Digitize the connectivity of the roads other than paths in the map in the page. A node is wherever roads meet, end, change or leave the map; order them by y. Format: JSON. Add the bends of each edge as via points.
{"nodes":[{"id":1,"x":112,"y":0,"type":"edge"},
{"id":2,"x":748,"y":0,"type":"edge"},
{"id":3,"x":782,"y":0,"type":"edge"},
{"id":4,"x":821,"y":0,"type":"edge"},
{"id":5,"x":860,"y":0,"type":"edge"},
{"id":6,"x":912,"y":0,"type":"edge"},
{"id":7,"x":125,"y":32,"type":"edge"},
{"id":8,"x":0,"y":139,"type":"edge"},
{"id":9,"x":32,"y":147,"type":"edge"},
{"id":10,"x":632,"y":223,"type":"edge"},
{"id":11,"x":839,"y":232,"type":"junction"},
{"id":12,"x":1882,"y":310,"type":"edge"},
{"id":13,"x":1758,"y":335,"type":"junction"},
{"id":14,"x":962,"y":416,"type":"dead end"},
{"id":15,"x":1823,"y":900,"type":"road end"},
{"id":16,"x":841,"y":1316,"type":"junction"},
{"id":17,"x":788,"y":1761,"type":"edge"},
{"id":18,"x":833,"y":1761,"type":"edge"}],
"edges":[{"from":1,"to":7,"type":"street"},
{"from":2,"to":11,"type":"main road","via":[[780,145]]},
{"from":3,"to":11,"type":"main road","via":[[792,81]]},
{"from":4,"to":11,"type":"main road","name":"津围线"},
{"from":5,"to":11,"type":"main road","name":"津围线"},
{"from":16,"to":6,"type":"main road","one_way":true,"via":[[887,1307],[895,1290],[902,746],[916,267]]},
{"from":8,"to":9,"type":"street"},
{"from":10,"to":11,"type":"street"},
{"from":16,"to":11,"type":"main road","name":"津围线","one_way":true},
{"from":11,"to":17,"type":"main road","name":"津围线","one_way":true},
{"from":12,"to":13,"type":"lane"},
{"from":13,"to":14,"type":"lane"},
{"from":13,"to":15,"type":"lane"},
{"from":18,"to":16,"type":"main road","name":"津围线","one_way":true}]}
▬▬▬
### [TASK ITEM]
Your response should contain each line of the listing in which the word "junction" occurs.

### [EXERCISE SOLUTION]
{"id":11,"x":839,"y":232,"type":"junction"},
{"id":13,"x":1758,"y":335,"type":"junction"},
{"id":16,"x":841,"y":1316,"type":"junction"},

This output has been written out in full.